— Your instructions —
Gather the lines below that include the string "Calle", copying each in full.

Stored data
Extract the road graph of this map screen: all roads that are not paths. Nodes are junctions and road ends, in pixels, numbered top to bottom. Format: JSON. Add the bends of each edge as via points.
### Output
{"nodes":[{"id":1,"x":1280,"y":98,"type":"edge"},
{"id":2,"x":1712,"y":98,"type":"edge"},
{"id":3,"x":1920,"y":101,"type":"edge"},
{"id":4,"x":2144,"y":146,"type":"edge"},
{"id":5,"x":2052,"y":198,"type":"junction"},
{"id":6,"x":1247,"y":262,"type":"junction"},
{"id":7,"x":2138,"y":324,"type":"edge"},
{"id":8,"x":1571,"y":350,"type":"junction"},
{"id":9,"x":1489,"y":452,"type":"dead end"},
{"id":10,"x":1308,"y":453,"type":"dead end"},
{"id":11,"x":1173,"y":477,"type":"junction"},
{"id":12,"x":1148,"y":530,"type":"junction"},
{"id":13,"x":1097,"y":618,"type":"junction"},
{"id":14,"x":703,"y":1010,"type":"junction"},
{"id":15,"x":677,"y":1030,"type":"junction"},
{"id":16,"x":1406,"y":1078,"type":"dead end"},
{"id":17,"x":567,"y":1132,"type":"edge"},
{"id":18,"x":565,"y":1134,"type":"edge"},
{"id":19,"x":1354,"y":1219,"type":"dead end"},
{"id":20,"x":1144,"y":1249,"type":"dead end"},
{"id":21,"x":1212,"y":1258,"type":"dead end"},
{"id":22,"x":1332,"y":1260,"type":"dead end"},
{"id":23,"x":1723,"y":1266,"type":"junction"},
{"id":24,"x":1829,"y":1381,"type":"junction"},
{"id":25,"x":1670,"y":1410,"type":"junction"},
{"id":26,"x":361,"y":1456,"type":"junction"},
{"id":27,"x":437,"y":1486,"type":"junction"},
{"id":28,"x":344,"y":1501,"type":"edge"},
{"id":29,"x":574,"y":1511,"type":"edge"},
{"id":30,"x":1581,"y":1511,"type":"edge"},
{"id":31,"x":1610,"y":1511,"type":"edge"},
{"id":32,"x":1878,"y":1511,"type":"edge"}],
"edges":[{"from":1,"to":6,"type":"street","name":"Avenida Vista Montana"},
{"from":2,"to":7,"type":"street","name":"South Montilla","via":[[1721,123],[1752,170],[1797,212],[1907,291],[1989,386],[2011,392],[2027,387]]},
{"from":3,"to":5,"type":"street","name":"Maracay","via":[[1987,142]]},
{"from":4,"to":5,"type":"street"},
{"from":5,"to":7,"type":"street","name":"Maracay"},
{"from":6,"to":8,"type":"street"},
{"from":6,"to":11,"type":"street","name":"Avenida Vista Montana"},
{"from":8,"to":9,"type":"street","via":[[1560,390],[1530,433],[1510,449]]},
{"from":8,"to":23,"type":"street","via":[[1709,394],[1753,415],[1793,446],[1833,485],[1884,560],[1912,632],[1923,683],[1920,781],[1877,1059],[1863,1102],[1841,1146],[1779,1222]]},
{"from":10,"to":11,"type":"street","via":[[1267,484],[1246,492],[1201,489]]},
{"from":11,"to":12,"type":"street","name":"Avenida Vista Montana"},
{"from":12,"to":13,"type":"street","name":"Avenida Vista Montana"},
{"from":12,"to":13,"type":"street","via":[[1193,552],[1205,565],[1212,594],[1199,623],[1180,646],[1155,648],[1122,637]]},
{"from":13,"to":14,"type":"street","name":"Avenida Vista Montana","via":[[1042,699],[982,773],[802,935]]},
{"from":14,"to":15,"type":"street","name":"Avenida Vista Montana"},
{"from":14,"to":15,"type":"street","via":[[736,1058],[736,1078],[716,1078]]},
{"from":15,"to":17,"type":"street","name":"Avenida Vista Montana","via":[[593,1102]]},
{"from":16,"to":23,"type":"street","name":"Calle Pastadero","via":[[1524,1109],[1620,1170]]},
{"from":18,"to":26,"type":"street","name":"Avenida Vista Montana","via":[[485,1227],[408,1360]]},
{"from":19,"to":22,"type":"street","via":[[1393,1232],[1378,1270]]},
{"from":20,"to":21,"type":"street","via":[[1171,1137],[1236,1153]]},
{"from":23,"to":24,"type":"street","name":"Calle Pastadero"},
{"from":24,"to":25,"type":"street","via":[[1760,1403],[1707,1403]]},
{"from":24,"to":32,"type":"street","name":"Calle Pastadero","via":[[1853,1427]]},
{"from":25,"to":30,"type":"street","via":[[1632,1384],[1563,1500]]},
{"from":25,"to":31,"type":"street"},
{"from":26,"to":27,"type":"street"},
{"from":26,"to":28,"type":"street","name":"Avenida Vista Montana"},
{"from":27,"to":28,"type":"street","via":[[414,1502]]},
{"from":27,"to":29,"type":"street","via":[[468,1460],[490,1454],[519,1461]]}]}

— Answer to the problem —
{"from":16,"to":23,"type":"street","name":"Calle Pastadero","via":[[1524,1109],[1620,1170]]},
{"from":23,"to":24,"type":"street","name":"Calle Pastadero"},
{"from":24,"to":32,"type":"street","name":"Calle Pastadero","via":[[1853,1427]]},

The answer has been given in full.